Reader-Writer Problem: Concurrency Control

2 March 2024

When two overlapping transactions are executing concurrently, both involve modifying the same set of overlapping data, neither one of them should observe partial results of the other to maintain consistency. An example for partial results would be a state where a thread has updated some parts of the data but not all of them. In this case, any read to the data that is in the middle of being updated can be accessing potentially inconsistent and corrupted data.

Readers-writer lock

To solve the reader-writer problem, one of the solutions is to use a readers-writer lock.

  • Readers can access database when there are no writers
  • Writers can access database when there are no readers/writers
  • Only one thread can manipulate shared variables at any time

It means, when a writer is writing data, no other threads are able to do anything including both reads and writes. When a reader is reading data, then other readers are allowed to read the same data.

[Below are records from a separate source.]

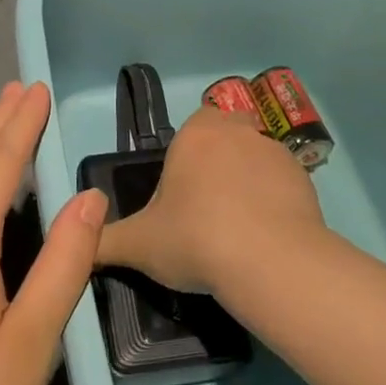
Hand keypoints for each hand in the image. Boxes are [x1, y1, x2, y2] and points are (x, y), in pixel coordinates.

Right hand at [96, 104, 326, 298]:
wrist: (270, 261)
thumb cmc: (196, 238)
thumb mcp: (139, 245)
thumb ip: (105, 241)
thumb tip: (80, 243)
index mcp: (197, 134)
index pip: (195, 123)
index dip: (189, 152)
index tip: (182, 188)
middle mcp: (238, 132)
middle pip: (228, 135)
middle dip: (220, 161)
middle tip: (207, 207)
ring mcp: (276, 153)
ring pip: (257, 158)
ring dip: (249, 181)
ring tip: (239, 229)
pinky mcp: (305, 179)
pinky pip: (284, 184)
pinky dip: (276, 202)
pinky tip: (267, 237)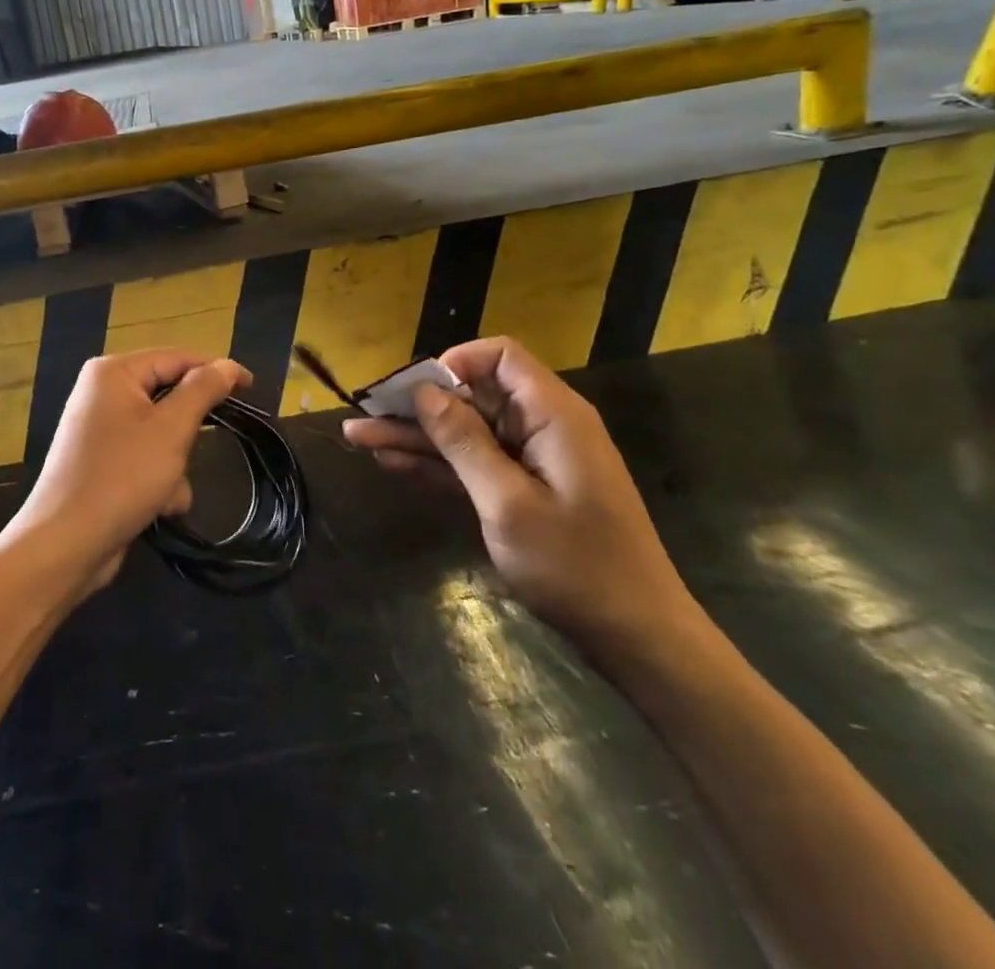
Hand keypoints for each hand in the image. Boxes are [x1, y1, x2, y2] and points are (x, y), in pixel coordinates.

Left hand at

Granting only one thread to read or write at a time solves the problem. However, it can slow things down when we have a read-intensive process. For example, when there are only few threads want to write data while many threads want to read data. The RW lock improves the performance by allowing multiple readers to read data at the same time, reducing the synchronization overhead between the readers.

ReaderWriter
ReaderSharedExclusive
WriterExclusveExclusive

RWMutex in Go

In Go, the sync package provides a RWMutex type as the readers-writer lock. It allows multiple readers or a single writer to access a resource at the same time, ensuring safe concurrent access of shared resources by multiple goroutines.

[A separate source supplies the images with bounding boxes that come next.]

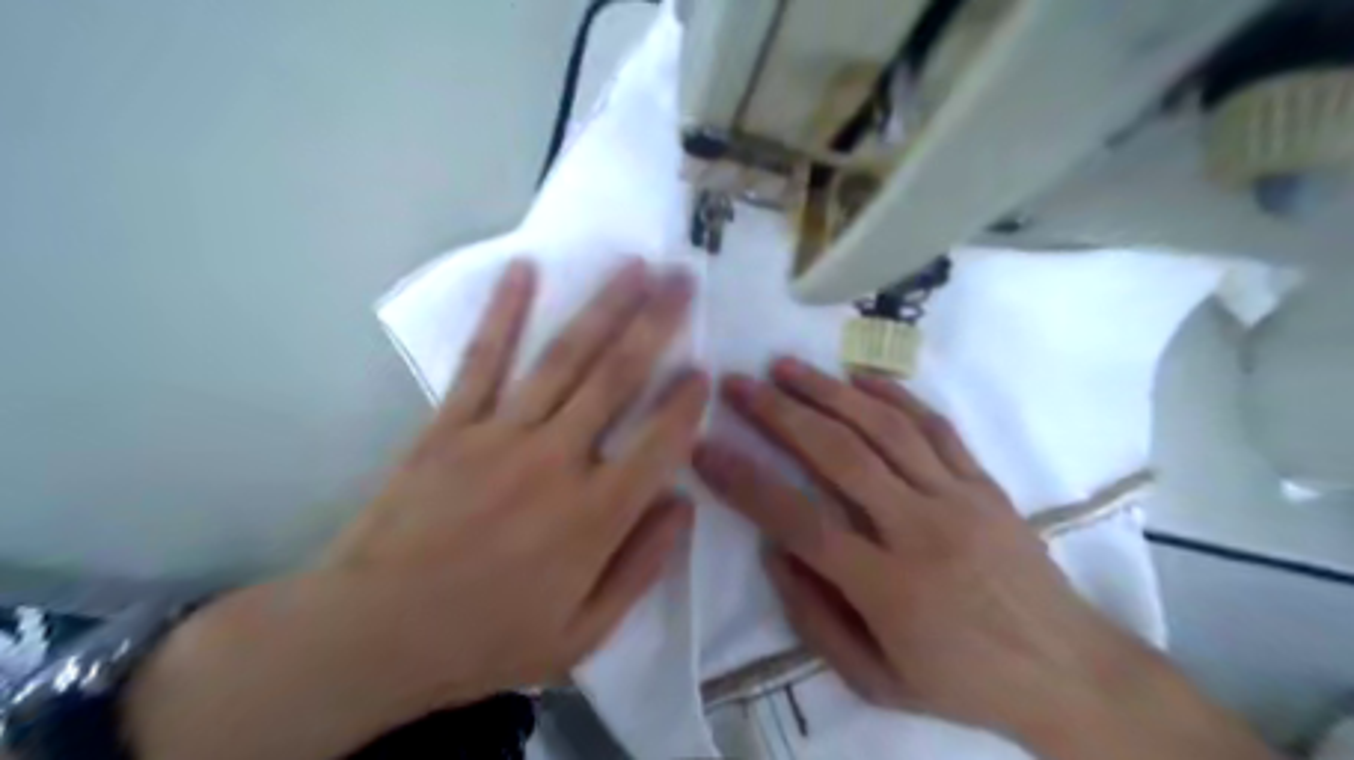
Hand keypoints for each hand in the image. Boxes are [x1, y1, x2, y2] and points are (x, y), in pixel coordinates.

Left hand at [325, 257, 710, 702]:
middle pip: (617, 378)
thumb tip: (683, 505)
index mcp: (594, 516)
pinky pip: (481, 360)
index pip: (659, 442)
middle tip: (682, 279)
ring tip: (633, 266)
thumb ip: (642, 567)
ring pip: (563, 358)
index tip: (704, 367)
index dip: (687, 401)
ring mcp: (499, 435)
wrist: (370, 635)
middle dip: (657, 323)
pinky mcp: (449, 425)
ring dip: (603, 306)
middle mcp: (555, 461)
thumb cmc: (485, 640)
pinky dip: (504, 312)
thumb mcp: (582, 634)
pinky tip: (523, 270)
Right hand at [691, 356, 1276, 758]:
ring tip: (786, 367)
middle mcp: (920, 530)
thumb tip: (773, 552)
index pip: (800, 522)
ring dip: (829, 392)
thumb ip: (815, 617)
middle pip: (839, 456)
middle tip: (740, 385)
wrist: (1069, 671)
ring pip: (883, 429)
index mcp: (889, 587)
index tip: (707, 449)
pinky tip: (859, 379)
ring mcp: (958, 499)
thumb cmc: (962, 683)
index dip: (747, 483)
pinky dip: (895, 397)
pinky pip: (936, 428)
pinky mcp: (984, 484)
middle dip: (780, 414)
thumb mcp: (875, 681)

In the following example, the map data is shared between multiple goroutines. However, maps in Go are not safe for concurrent use.

main.go
package main
 
import (
	"fmt"
	"sync"
)
 
type resource struct {
	data map[string]int
	mu   sync.RWMutex
}
 
func (r *resource) read(key string) int {
	return r.data[key]
}
 
func (r *resource) write(key string, value int) {
	r.data[key] = value
}
 
func main() {
	r := &resource{data: make(map[string]int)}
	r.write("key", 1)
	go func() {
		r.write("key", 2)
	}()
	fmt.Println(r.read("key"))
}

If we run the code above with go run -race main.go, we'll encounter the data race error from the compiler. To fix the issue, we can use the RWMutex to synchronize the access to the shared data.

main.go
func (r *resource) read(key string) int {
	r.mu.RLock()
	defer r.mu.RUnlock()
	return r.data[key]
}
 
func (r *resource) write(key string, value int) {
	r.mu.Lock()
	defer r.mu.Unlock()
	r.data[key] = value
}

The RLock() method is used to acquire a read lock, and RUnlock() is used to release the lock. If a goroutine tries to call Lock() while other goroutines are already reading, any read attempts calling RLock() will block & wait until the writing goroutine has acquired the lock and finished. This makes sure the lock is eventually free for writing.

Aside from this lock-based solution, there are other synchronization methods to deal with the reader-writer problem, such as semaphore and monitor-based solutions.